DIRECTIONS -> All lines in the records that carry the string "nodes" are to be shown.
BEGIN DATA RECORDS
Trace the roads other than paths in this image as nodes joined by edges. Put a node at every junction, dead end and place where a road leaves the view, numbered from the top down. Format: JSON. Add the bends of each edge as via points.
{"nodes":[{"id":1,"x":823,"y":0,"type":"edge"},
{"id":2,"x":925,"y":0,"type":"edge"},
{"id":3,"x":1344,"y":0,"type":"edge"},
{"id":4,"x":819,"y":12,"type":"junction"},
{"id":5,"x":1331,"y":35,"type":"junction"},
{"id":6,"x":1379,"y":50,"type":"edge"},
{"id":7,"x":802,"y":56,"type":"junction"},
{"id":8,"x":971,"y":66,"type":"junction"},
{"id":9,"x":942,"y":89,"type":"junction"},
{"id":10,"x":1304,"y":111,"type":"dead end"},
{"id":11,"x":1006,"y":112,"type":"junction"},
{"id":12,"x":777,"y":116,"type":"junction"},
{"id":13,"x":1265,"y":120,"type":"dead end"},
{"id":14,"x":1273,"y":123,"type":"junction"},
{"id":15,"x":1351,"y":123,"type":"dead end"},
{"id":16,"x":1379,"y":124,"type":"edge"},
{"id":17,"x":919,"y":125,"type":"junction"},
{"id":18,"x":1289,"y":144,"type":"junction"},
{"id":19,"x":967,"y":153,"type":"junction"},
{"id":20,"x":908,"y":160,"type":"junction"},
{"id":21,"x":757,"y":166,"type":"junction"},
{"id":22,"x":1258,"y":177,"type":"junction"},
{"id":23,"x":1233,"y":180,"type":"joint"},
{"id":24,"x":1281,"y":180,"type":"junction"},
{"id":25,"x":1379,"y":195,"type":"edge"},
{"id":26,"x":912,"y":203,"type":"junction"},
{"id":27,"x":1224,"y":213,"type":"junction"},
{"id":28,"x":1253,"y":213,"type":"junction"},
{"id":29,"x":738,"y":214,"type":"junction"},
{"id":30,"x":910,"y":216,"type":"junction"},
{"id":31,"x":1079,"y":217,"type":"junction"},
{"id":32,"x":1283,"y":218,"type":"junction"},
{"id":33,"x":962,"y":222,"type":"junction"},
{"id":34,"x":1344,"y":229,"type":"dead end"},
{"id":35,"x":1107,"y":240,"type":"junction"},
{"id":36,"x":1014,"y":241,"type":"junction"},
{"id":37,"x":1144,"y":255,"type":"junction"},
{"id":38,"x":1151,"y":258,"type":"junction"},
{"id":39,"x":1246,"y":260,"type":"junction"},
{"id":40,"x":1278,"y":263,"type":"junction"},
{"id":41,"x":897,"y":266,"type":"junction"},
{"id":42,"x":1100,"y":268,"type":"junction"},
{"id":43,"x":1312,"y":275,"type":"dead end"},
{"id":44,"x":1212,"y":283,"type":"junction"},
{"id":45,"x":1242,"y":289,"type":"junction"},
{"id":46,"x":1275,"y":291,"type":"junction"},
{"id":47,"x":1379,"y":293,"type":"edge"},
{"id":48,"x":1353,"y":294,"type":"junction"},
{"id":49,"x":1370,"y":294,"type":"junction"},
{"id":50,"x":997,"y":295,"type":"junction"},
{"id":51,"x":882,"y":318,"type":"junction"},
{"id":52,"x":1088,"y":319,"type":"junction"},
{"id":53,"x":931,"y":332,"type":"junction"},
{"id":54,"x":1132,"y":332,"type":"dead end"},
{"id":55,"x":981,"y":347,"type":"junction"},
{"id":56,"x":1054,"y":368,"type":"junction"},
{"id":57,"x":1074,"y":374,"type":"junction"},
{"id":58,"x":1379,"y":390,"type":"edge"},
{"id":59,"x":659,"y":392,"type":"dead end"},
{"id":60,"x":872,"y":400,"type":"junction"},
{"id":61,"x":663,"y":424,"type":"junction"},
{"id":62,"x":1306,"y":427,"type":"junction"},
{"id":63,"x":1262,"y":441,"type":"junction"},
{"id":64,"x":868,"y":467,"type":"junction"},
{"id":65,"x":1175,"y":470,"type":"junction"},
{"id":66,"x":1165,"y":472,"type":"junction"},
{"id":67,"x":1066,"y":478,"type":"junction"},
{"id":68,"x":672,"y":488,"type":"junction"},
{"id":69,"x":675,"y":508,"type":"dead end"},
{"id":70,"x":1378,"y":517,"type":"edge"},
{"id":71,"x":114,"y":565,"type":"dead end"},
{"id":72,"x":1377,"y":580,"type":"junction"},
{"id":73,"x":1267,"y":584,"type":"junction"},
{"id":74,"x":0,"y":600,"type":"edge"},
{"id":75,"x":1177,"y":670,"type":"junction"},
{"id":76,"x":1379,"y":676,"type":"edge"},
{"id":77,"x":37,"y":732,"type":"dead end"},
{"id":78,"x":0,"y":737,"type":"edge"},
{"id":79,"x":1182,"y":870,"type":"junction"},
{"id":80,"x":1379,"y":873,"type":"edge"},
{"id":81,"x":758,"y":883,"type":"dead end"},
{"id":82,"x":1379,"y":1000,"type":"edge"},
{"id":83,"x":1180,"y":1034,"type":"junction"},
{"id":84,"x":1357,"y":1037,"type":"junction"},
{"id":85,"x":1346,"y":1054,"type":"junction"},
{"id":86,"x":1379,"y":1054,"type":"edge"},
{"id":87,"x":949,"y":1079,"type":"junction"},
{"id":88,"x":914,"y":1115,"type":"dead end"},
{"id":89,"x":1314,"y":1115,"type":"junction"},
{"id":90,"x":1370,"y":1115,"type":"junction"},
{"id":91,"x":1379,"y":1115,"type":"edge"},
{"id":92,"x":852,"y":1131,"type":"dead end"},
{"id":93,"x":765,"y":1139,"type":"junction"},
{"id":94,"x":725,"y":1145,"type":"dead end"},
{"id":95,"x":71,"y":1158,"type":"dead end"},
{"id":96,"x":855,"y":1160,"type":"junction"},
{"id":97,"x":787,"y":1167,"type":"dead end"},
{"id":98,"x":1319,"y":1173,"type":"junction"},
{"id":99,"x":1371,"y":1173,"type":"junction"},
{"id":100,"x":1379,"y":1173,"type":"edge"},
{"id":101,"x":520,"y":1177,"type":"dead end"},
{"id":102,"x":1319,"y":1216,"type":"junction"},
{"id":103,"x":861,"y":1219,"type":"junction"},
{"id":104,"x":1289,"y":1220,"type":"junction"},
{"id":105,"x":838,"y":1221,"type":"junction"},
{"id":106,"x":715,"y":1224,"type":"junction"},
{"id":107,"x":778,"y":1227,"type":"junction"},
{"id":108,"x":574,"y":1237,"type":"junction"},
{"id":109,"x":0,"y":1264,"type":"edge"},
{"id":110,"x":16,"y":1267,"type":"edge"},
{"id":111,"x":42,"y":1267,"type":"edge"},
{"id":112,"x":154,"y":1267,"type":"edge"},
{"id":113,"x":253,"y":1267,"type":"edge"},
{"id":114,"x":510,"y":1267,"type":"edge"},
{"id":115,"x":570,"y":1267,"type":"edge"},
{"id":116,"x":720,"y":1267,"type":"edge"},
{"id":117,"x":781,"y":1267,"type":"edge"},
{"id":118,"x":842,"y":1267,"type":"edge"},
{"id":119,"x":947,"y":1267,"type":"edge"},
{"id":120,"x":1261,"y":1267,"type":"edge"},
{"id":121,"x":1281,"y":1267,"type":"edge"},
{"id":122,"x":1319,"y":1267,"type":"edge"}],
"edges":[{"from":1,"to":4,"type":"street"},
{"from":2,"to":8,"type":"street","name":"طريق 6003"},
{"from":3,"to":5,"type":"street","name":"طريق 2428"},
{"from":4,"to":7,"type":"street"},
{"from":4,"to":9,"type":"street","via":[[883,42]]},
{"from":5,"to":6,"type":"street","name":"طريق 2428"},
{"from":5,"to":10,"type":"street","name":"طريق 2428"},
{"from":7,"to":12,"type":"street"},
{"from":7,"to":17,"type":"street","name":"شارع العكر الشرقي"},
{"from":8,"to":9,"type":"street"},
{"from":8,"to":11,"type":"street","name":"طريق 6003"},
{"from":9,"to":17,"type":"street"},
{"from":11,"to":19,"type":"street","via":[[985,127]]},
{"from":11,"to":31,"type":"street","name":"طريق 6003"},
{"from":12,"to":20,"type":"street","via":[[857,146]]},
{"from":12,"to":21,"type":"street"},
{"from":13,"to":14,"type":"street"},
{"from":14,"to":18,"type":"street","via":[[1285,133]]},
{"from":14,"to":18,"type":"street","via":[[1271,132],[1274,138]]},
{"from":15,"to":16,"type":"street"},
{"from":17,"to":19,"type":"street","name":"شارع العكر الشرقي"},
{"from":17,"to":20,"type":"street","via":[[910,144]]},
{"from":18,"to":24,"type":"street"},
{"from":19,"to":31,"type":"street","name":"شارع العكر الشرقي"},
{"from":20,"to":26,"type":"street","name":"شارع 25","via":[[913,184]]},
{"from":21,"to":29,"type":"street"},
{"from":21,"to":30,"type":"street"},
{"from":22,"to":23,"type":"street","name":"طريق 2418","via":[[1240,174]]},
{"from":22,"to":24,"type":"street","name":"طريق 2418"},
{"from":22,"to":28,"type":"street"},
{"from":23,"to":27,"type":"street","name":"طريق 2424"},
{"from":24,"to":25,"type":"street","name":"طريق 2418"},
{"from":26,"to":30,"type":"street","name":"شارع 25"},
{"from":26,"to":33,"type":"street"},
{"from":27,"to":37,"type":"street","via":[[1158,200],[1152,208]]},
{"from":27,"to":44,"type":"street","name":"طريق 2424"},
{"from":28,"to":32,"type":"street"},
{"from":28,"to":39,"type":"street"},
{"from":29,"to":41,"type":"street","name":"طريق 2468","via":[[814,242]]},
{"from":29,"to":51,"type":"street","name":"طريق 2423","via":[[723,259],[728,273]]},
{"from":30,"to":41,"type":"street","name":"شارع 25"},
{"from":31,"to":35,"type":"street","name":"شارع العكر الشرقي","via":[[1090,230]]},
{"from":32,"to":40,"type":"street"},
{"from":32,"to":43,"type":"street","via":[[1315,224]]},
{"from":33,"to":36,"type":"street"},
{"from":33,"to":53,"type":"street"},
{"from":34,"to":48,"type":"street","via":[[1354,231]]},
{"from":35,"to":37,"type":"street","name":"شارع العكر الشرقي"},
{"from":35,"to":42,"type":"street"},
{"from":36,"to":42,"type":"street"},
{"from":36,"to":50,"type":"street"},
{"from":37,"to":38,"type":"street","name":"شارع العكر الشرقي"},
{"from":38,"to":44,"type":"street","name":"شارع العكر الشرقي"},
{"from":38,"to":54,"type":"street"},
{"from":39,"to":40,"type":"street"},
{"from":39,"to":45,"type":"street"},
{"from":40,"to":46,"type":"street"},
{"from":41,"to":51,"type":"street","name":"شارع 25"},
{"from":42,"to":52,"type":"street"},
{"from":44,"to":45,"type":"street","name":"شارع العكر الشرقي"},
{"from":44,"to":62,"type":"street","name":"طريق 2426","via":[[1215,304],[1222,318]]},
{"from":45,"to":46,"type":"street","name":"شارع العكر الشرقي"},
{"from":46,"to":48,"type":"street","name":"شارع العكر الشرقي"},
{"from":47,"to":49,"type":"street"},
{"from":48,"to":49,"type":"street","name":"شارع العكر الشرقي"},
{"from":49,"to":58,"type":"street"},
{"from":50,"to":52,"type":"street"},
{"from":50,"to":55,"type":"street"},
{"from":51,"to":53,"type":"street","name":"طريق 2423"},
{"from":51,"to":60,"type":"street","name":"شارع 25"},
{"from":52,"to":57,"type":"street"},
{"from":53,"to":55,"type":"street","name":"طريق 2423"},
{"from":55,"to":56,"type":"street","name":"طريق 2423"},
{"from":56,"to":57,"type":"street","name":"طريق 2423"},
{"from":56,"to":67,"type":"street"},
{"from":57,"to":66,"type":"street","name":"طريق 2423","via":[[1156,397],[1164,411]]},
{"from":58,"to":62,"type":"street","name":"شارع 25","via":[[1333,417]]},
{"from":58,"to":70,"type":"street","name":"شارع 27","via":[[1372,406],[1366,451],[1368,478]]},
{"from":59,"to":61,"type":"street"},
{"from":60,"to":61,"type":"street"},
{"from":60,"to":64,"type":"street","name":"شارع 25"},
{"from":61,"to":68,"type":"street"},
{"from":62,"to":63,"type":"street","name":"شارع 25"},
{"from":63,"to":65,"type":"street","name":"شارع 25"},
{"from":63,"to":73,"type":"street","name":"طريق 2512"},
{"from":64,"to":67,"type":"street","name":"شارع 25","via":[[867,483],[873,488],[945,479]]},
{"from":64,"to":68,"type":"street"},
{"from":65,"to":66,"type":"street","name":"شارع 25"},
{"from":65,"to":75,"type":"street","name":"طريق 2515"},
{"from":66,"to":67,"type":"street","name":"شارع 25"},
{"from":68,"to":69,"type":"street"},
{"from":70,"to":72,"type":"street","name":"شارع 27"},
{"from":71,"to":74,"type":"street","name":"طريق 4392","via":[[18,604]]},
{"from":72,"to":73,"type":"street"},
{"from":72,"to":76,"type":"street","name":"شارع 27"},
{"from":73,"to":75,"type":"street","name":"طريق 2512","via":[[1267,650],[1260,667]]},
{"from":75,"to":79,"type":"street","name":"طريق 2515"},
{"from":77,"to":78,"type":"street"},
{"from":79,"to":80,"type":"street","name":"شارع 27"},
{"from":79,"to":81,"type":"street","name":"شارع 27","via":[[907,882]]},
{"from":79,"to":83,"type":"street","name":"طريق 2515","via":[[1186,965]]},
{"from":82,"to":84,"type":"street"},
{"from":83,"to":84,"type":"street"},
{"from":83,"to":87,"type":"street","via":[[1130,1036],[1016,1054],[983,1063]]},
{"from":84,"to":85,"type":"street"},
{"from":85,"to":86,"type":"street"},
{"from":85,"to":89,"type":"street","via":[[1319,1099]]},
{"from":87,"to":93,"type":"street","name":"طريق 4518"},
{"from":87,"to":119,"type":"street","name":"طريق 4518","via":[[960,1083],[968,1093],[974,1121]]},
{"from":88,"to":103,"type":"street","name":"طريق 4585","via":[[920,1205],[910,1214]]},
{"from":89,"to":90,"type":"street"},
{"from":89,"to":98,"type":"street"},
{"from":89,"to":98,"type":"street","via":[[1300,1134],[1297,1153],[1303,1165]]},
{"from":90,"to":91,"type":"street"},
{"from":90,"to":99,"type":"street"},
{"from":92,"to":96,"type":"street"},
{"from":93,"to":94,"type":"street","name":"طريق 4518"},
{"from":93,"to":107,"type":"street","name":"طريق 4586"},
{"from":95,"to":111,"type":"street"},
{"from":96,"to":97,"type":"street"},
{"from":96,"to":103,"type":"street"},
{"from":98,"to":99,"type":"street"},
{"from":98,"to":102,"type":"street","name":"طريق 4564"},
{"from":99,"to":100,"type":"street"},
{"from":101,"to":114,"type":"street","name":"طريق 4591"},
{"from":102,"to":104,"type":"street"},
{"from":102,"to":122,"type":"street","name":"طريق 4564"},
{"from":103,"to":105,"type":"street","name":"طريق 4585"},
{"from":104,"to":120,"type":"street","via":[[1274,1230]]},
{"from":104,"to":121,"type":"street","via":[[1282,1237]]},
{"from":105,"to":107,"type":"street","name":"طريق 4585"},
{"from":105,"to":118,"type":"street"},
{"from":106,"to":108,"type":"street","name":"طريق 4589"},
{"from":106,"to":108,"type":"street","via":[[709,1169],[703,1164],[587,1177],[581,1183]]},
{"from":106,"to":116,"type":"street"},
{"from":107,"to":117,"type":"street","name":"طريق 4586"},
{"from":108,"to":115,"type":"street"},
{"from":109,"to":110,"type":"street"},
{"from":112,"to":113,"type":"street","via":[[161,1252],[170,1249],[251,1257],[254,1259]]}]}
END DATA RECORDS
PROBLEM SOLUTION ->
Trace the roads other than paths in this image as nodes joined by edges. Put a node at every junction, dead end and place where a road leaves the view, numbered from the top down. Format: JSON. Add the bends of each edge as via points.
{"nodes":[{"id":1,"x":823,"y":0,"type":"edge"},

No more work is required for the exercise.